Work instructions: Using the entries that follow, count the lines containing the word "Shane" and give that number by itself.

Data in this exercise:
━━━━━━━━━━━━━━━━━━━━━━━━━━━━━━
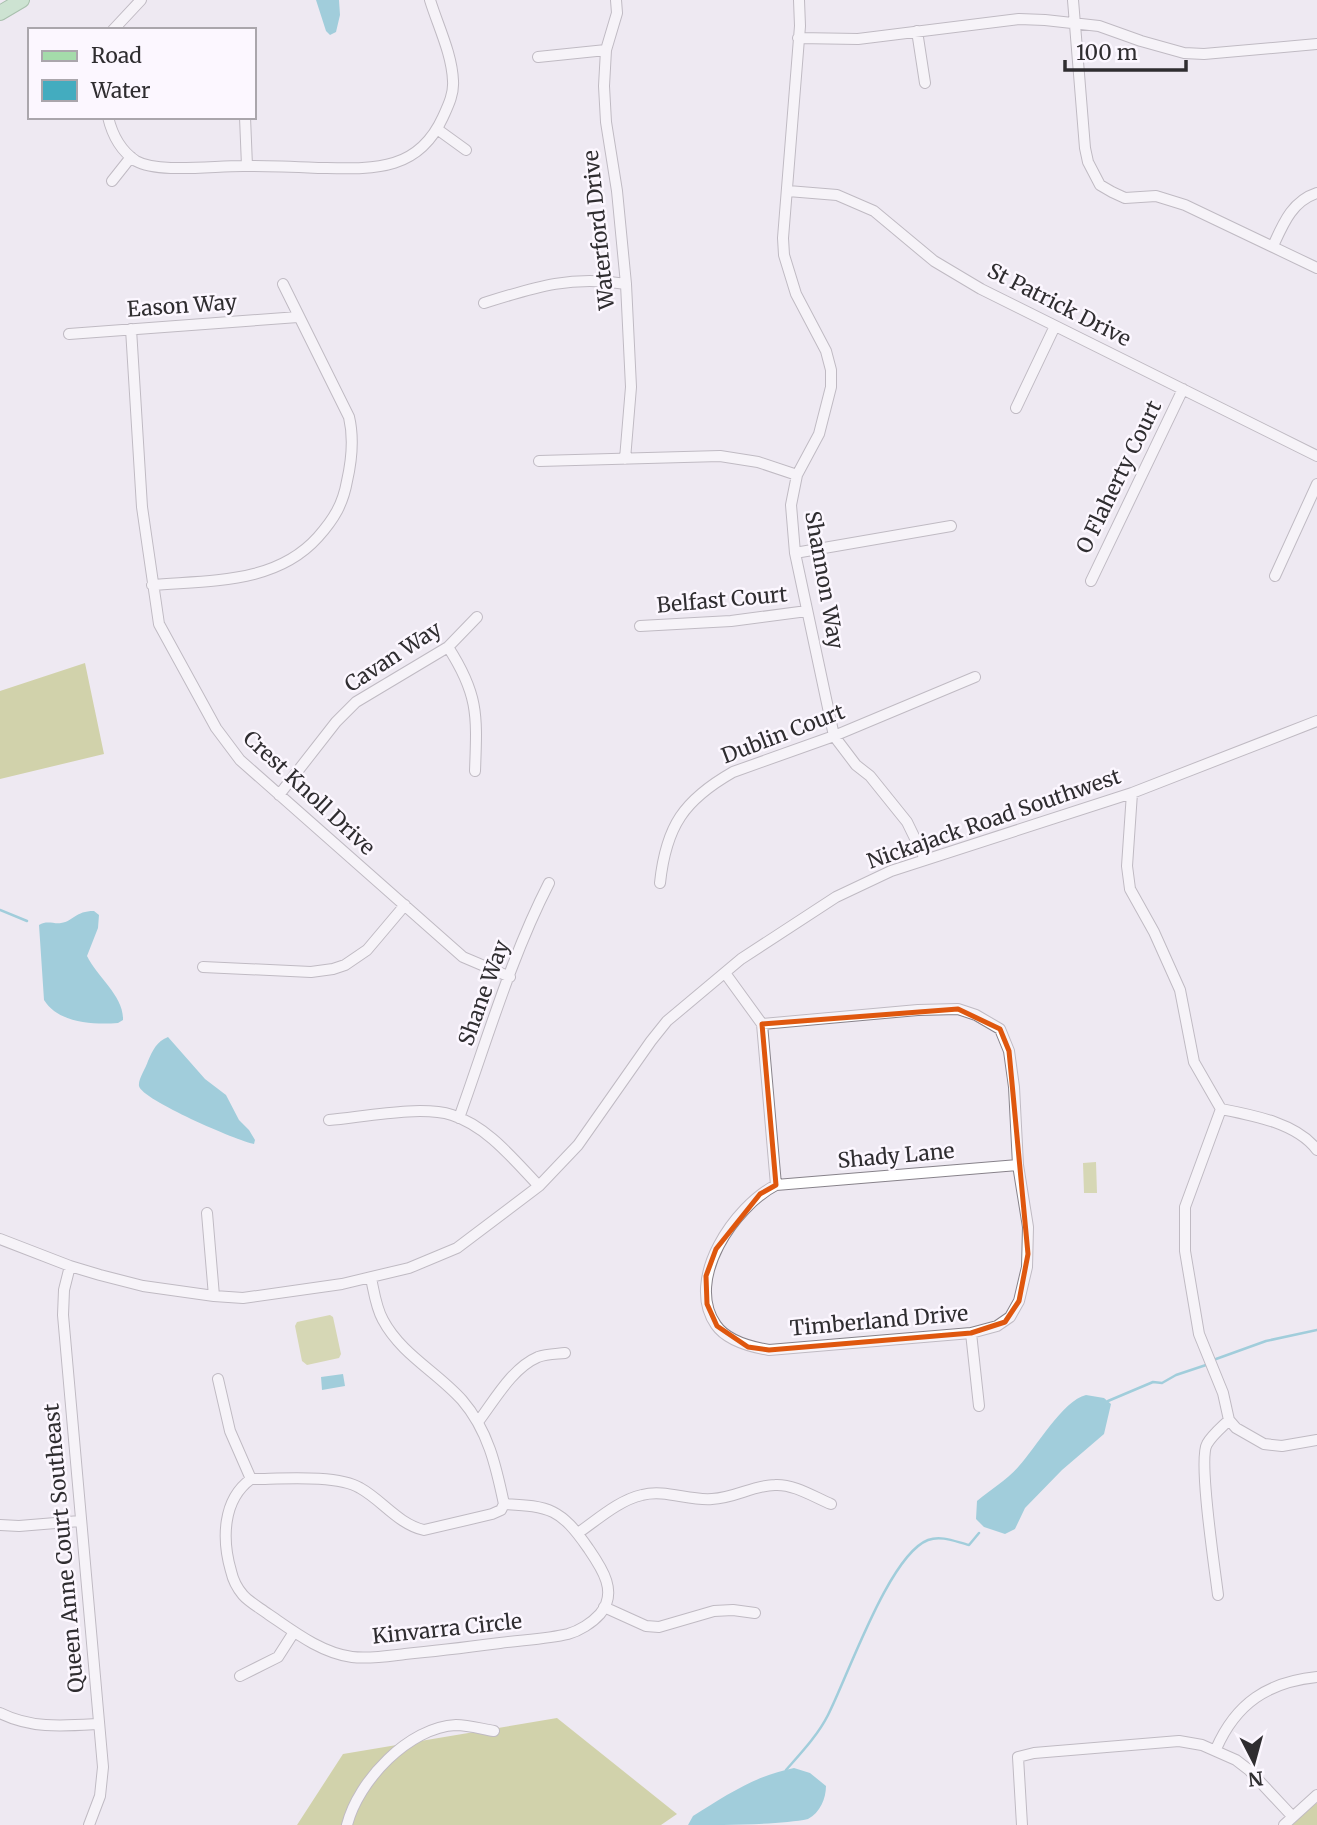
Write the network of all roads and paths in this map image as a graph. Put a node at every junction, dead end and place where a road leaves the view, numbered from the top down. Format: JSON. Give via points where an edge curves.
{"nodes":[{"id":1,"x":22,"y":0,"type":"edge"},
{"id":2,"x":141,"y":0,"type":"edge"},
{"id":3,"x":430,"y":0,"type":"edge"},
{"id":4,"x":616,"y":0,"type":"edge"},
{"id":5,"x":799,"y":0,"type":"edge"},
{"id":6,"x":1073,"y":0,"type":"edge"},
{"id":7,"x":0,"y":13,"type":"edge"},
{"id":8,"x":1073,"y":23,"type":"junction"},
{"id":9,"x":115,"y":28,"type":"edge"},
{"id":10,"x":917,"y":31,"type":"junction"},
{"id":11,"x":798,"y":38,"type":"junction"},
{"id":12,"x":1317,"y":44,"type":"edge"},
{"id":13,"x":606,"y":50,"type":"junction"},
{"id":14,"x":538,"y":57,"type":"dead end"},
{"id":15,"x":925,"y":83,"type":"dead end"},
{"id":16,"x":109,"y":119,"type":"edge"},
{"id":17,"x":245,"y":119,"type":"edge"},
{"id":18,"x":437,"y":129,"type":"junction"},
{"id":19,"x":466,"y":150,"type":"dead end"},
{"id":20,"x":131,"y":156,"type":"junction"},
{"id":21,"x":247,"y":166,"type":"junction"},
{"id":22,"x":111,"y":180,"type":"dead end"},
{"id":23,"x":788,"y":191,"type":"junction"},
{"id":24,"x":1317,"y":193,"type":"edge"},
{"id":25,"x":1273,"y":246,"type":"junction"},
{"id":26,"x":1317,"y":268,"type":"edge"},
{"id":27,"x":283,"y":284,"type":"dead end"},
{"id":28,"x":626,"y":284,"type":"junction"},
{"id":29,"x":484,"y":303,"type":"dead end"},
{"id":30,"x":298,"y":317,"type":"junction"},
{"id":31,"x":1055,"y":326,"type":"junction"},
{"id":32,"x":131,"y":329,"type":"junction"},
{"id":33,"x":69,"y":334,"type":"dead end"},
{"id":34,"x":1183,"y":389,"type":"junction"},
{"id":35,"x":1016,"y":408,"type":"dead end"},
{"id":36,"x":1317,"y":456,"type":"edge"},
{"id":37,"x":625,"y":459,"type":"junction"},
{"id":38,"x":539,"y":461,"type":"dead end"},
{"id":39,"x":797,"y":475,"type":"junction"},
{"id":40,"x":1317,"y":484,"type":"edge"},
{"id":41,"x":951,"y":526,"type":"dead end"},
{"id":42,"x":795,"y":553,"type":"junction"},
{"id":43,"x":1275,"y":576,"type":"dead end"},
{"id":44,"x":1091,"y":581,"type":"dead end"},
{"id":45,"x":152,"y":585,"type":"junction"},
{"id":46,"x":807,"y":611,"type":"junction"},
{"id":47,"x":477,"y":617,"type":"dead end"},
{"id":48,"x":640,"y":626,"type":"dead end"},
{"id":49,"x":448,"y":648,"type":"junction"},
{"id":50,"x":975,"y":677,"type":"dead end"},
{"id":51,"x":1317,"y":721,"type":"edge"},
{"id":52,"x":835,"y":736,"type":"junction"},
{"id":53,"x":475,"y":771,"type":"dead end"},
{"id":54,"x":1132,"y":793,"type":"junction"},
{"id":55,"x":279,"y":795,"type":"junction"},
{"id":56,"x":925,"y":859,"type":"junction"},
{"id":57,"x":549,"y":883,"type":"dead end"},
{"id":58,"x":660,"y":883,"type":"dead end"},
{"id":59,"x":405,"y":905,"type":"junction"},
{"id":60,"x":203,"y":967,"type":"dead end"},
{"id":61,"x":725,"y":973,"type":"junction"},
{"id":62,"x":510,"y":977,"type":"junction"},
{"id":63,"x":762,"y":1024,"type":"junction"},
{"id":64,"x":1221,"y":1109,"type":"junction"},
{"id":65,"x":460,"y":1118,"type":"junction"},
{"id":66,"x":329,"y":1120,"type":"dead end"},
{"id":67,"x":1317,"y":1150,"type":"edge"},
{"id":68,"x":1018,"y":1165,"type":"junction"},
{"id":69,"x":776,"y":1185,"type":"junction"},
{"id":70,"x":539,"y":1186,"type":"junction"},
{"id":71,"x":207,"y":1213,"type":"dead end"},
{"id":72,"x":0,"y":1239,"type":"edge"},
{"id":73,"x":69,"y":1266,"type":"junction"},
{"id":74,"x":371,"y":1278,"type":"junction"},
{"id":75,"x":214,"y":1296,"type":"junction"},
{"id":76,"x":971,"y":1333,"type":"junction"},
{"id":77,"x":565,"y":1353,"type":"dead end"},
{"id":78,"x":218,"y":1379,"type":"dead end"},
{"id":79,"x":979,"y":1406,"type":"dead end"},
{"id":80,"x":1229,"y":1420,"type":"junction"},
{"id":81,"x":478,"y":1422,"type":"junction"},
{"id":82,"x":1317,"y":1440,"type":"edge"},
{"id":83,"x":251,"y":1479,"type":"junction"},
{"id":84,"x":504,"y":1504,"type":"junction"},
{"id":85,"x":831,"y":1504,"type":"dead end"},
{"id":86,"x":80,"y":1521,"type":"junction"},
{"id":87,"x":0,"y":1525,"type":"edge"},
{"id":88,"x":578,"y":1533,"type":"junction"},
{"id":89,"x":1218,"y":1595,"type":"dead end"},
{"id":90,"x":604,"y":1607,"type":"junction"},
{"id":91,"x":755,"y":1613,"type":"dead end"},
{"id":92,"x":294,"y":1632,"type":"junction"},
{"id":93,"x":240,"y":1676,"type":"dead end"},
{"id":94,"x":1317,"y":1677,"type":"edge"},
{"id":95,"x":0,"y":1713,"type":"edge"},
{"id":96,"x":99,"y":1724,"type":"junction"},
{"id":97,"x":494,"y":1731,"type":"dead end"},
{"id":98,"x":1216,"y":1749,"type":"junction"},
{"id":99,"x":1317,"y":1795,"type":"edge"},
{"id":100,"x":1292,"y":1816,"type":"junction"},
{"id":101,"x":89,"y":1825,"type":"edge"},
{"id":102,"x":347,"y":1825,"type":"edge"},
{"id":103,"x":1022,"y":1825,"type":"edge"},
{"id":104,"x":1284,"y":1825,"type":"edge"}],
"edges":[{"from":1,"to":7,"type":"main road"},
{"from":2,"to":9,"type":"street"},
{"from":3,"to":18,"type":"street","via":[[451,62],[453,83]]},
{"from":4,"to":13,"type":"street","name":"Waterford Drive","via":[[617,13]]},
{"from":5,"to":11,"type":"street","name":"Shannon Way"},
{"from":6,"to":8,"type":"street"},
{"from":8,"to":10,"type":"street","via":[[1019,19]]},
{"from":8,"to":12,"type":"street","via":[[1204,54]]},
{"from":8,"to":25,"type":"street","via":[[1085,148],[1100,185],[1125,198],[1156,196],[1185,205]]},
{"from":10,"to":11,"type":"street","via":[[858,39]]},
{"from":10,"to":15,"type":"street"},
{"from":11,"to":23,"type":"street","name":"Shannon Way"},
{"from":13,"to":14,"type":"street"},
{"from":13,"to":28,"type":"street","name":"Waterford Drive","via":[[606,122]]},
{"from":16,"to":20,"type":"street","via":[[114,136]]},
{"from":17,"to":21,"type":"street"},
{"from":18,"to":19,"type":"street"},
{"from":18,"to":21,"type":"street","via":[[423,148],[379,169]]},
{"from":20,"to":21,"type":"street","via":[[156,167]]},
{"from":20,"to":22,"type":"street"},
{"from":23,"to":31,"type":"street","name":"St Patrick Drive","via":[[837,195],[874,211],[934,261]]},
{"from":23,"to":39,"type":"street","name":"Shannon Way","via":[[784,255],[796,294],[831,370],[819,434]]},
{"from":24,"to":25,"type":"street","via":[[1296,205]]},
{"from":25,"to":26,"type":"street"},
{"from":27,"to":30,"type":"street"},
{"from":28,"to":29,"type":"street","via":[[597,279],[560,282]]},
{"from":28,"to":37,"type":"street","name":"Waterford Drive","via":[[631,387]]},
{"from":30,"to":32,"type":"street","name":"Eason Way"},
{"from":30,"to":45,"type":"street","via":[[341,398],[353,433],[343,501],[333,520],[304,552],[282,565],[228,579]]},
{"from":31,"to":34,"type":"street","name":"St Patrick Drive"},
{"from":31,"to":35,"type":"street"},
{"from":32,"to":33,"type":"street","name":"Eason Way"},
{"from":32,"to":45,"type":"street","name":"Crest Knoll Drive","via":[[142,507]]},
{"from":34,"to":36,"type":"street","name":"St Patrick Drive"},
{"from":34,"to":44,"type":"street","name":"O Flaherty Court"},
{"from":37,"to":38,"type":"street"},
{"from":37,"to":39,"type":"street","via":[[720,456]]},
{"from":39,"to":42,"type":"street","name":"Shannon Way","via":[[791,505]]},
{"from":40,"to":43,"type":"street"},
{"from":41,"to":42,"type":"street"},
{"from":42,"to":46,"type":"street","name":"Shannon Way"},
{"from":45,"to":55,"type":"street","name":"Crest Knoll Drive","via":[[159,624],[216,728],[240,760]]},
{"from":46,"to":48,"type":"street","name":"Belfast Court"},
{"from":46,"to":52,"type":"street","name":"Shannon Way"},
{"from":47,"to":49,"type":"street","name":"Cavan Way"},
{"from":49,"to":53,"type":"street","via":[[473,694]]},
{"from":49,"to":55,"type":"street","name":"Cavan Way","via":[[356,702]]},
{"from":50,"to":52,"type":"street","name":"Dublin Court"},
{"from":51,"to":54,"type":"street","name":"Nickajack Road Southwest"},
{"from":52,"to":56,"type":"street","name":"Shannon Way","via":[[907,822]]},
{"from":52,"to":58,"type":"street","name":"Dublin Court","via":[[733,772],[701,793],[681,814],[669,840]]},
{"from":54,"to":56,"type":"street","name":"Nickajack Road Southwest"},
{"from":54,"to":64,"type":"street","via":[[1130,889],[1180,990],[1194,1062]]},
{"from":55,"to":59,"type":"street","name":"Crest Knoll Drive"},
{"from":56,"to":61,"type":"street","name":"Nickajack Road Southwest","via":[[836,897]]},
{"from":57,"to":62,"type":"street","name":"Shane Way"},
{"from":59,"to":60,"type":"street","via":[[367,950],[333,969]]},
{"from":59,"to":62,"type":"street","name":"Crest Knoll Drive","via":[[463,957]]},
{"from":61,"to":63,"type":"street"},
{"from":61,"to":70,"type":"street","name":"Nickajack Road Southwest","via":[[667,1021],[578,1145]]},
{"from":62,"to":65,"type":"street","name":"Shane Way"},
{"from":63,"to":68,"type":"street","name":"Timberland Drive","via":[[918,1010],[958,1009],[976,1015],[1000,1029],[1009,1051]]},
{"from":63,"to":69,"type":"street"},
{"from":64,"to":67,"type":"street","via":[[1283,1126]]},
{"from":64,"to":80,"type":"street","via":[[1185,1207],[1184,1229],[1197,1325]]},
{"from":65,"to":66,"type":"street","via":[[419,1111]]},
{"from":65,"to":70,"type":"street","via":[[498,1144]]},
{"from":68,"to":69,"type":"street","name":"Shady Lane"},
{"from":68,"to":76,"type":"street","name":"Timberland Drive","via":[[1028,1227],[1024,1286],[1005,1322]]},
{"from":69,"to":76,"type":"street","name":"Timberland Drive","via":[[760,1194],[735,1222],[706,1276],[707,1304],[717,1326],[729,1336],[748,1347],[769,1350]]},
{"from":70,"to":74,"type":"street","name":"Nickajack Road Southwest","via":[[457,1248]]},
{"from":71,"to":75,"type":"street"},
{"from":72,"to":73,"type":"street","name":"Nickajack Road Southwest"},
{"from":73,"to":75,"type":"street","name":"Nickajack Road Southwest","via":[[143,1286]]},
{"from":73,"to":86,"type":"street","name":"Queen Anne Court Southeast","via":[[63,1315]]},
{"from":74,"to":75,"type":"street","name":"Nickajack Road Southwest","via":[[243,1298]]},
{"from":74,"to":81,"type":"street","via":[[383,1320],[403,1347],[462,1400]]},
{"from":76,"to":79,"type":"street"},
{"from":77,"to":81,"type":"street","via":[[528,1363]]},
{"from":78,"to":83,"type":"street","via":[[230,1431]]},
{"from":80,"to":82,"type":"street","via":[[1264,1444]]},
{"from":80,"to":89,"type":"street","via":[[1206,1445],[1204,1468]]},
{"from":81,"to":84,"type":"street","via":[[494,1455]]},
{"from":83,"to":84,"type":"street","via":[[327,1480],[359,1487],[397,1517],[424,1530],[492,1514]]},
{"from":83,"to":92,"type":"street","name":"Kinvarra Circle","via":[[228,1509],[230,1570],[244,1597]]},
{"from":84,"to":88,"type":"street","via":[[552,1510]]},
{"from":85,"to":88,"type":"street","via":[[776,1484],[710,1500],[654,1493],[630,1499]]},
{"from":86,"to":87,"type":"street"},
{"from":86,"to":96,"type":"street","name":"Queen Anne Court Southeast"},
{"from":88,"to":90,"type":"street","via":[[603,1569],[608,1597]]},
{"from":90,"to":91,"type":"street","via":[[646,1626],[659,1627],[714,1611]]},
{"from":90,"to":92,"type":"street","name":"Kinvarra Circle","via":[[587,1625],[570,1633],[374,1657],[335,1653]]},
{"from":92,"to":93,"type":"street","via":[[278,1657]]},
{"from":94,"to":98,"type":"street","via":[[1278,1685],[1256,1697],[1238,1712]]},
{"from":95,"to":96,"type":"street","via":[[40,1726]]},
{"from":96,"to":101,"type":"street","name":"Queen Anne Court Southeast","via":[[103,1777]]},
{"from":97,"to":102,"type":"street","via":[[457,1725],[412,1740],[375,1771]]},
{"from":98,"to":100,"type":"street","via":[[1249,1770]]},
{"from":98,"to":103,"type":"street","via":[[1179,1741],[1018,1757]]},
{"from":99,"to":100,"type":"street"},
{"from":100,"to":104,"type":"street"}]}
━━━━━━━━━━━━━━━━━━━━━━━━━━━━━━
Answer to the problem: 2